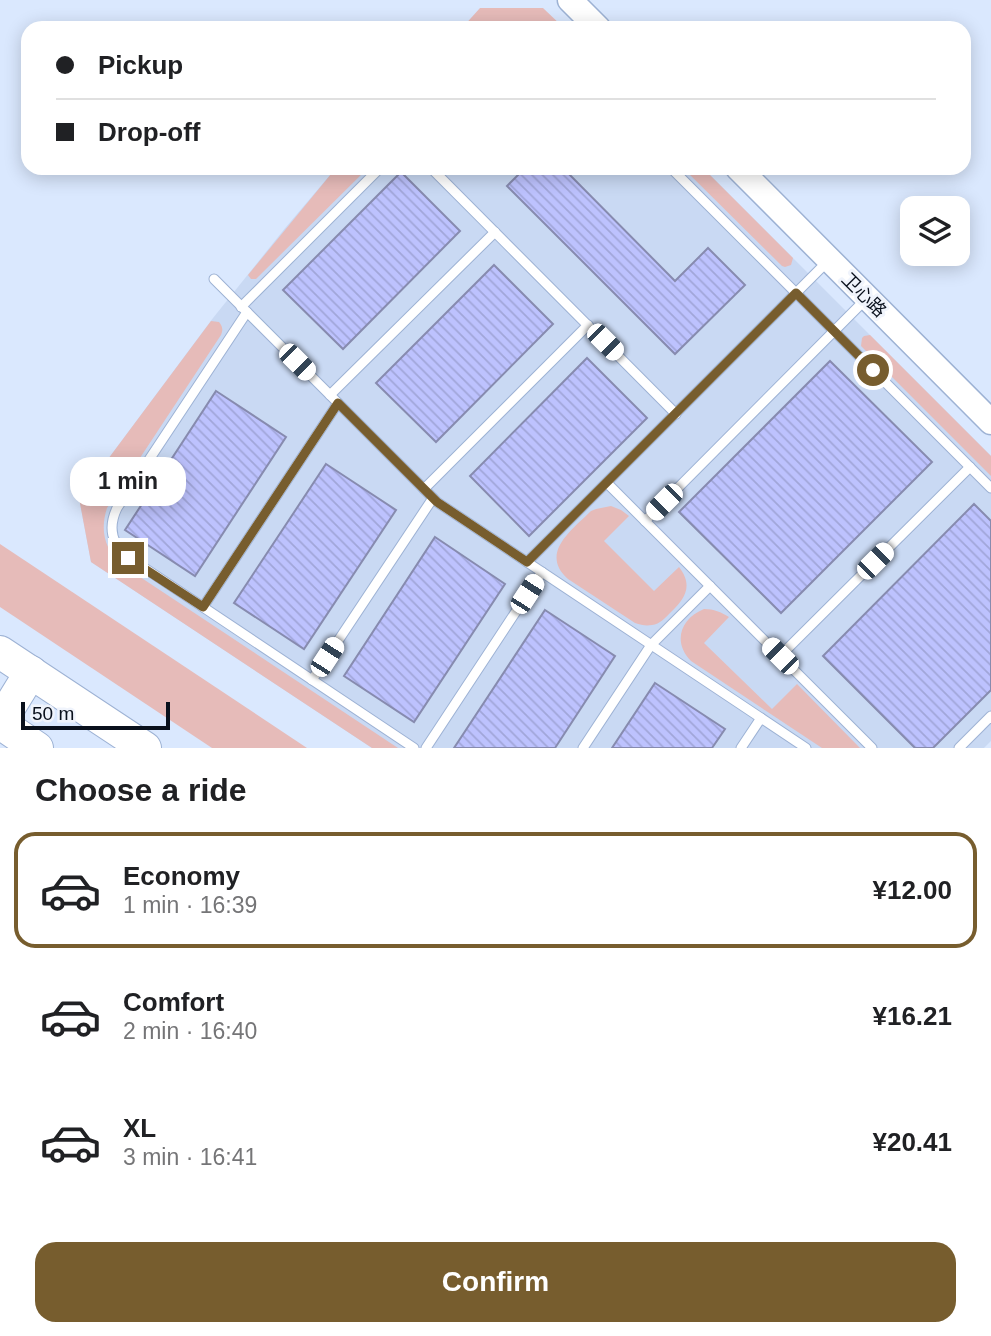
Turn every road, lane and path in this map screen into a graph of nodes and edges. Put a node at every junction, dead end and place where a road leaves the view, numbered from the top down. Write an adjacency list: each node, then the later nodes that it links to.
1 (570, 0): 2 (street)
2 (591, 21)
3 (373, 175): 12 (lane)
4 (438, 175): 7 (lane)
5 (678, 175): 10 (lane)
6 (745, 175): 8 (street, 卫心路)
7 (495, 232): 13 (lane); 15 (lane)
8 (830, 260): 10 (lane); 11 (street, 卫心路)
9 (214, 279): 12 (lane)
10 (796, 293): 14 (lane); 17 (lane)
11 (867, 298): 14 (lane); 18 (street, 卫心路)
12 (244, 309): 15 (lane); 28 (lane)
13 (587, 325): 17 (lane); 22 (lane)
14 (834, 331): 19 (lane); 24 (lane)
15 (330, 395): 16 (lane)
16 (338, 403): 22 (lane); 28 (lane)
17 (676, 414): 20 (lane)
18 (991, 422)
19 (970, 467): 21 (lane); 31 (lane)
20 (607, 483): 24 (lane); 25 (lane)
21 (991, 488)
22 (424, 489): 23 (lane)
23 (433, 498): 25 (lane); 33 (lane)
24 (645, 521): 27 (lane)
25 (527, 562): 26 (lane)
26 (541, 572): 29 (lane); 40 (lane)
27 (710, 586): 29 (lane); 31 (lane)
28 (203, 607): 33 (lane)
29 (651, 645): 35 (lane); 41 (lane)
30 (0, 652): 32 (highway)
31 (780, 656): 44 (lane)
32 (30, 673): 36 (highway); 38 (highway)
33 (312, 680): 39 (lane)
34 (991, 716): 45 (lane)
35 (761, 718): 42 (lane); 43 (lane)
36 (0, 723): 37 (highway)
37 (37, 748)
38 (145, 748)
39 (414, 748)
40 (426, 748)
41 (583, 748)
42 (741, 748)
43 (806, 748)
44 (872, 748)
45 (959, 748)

===

▶ EXERCISE AIM
Above are the entries; copy out every line among them that contains the word "street".

▶ FINAL ANSWER
1 (570, 0): 2 (street)
6 (745, 175): 8 (street, 卫心路)
8 (830, 260): 10 (lane); 11 (street, 卫心路)
11 (867, 298): 14 (lane); 18 (street, 卫心路)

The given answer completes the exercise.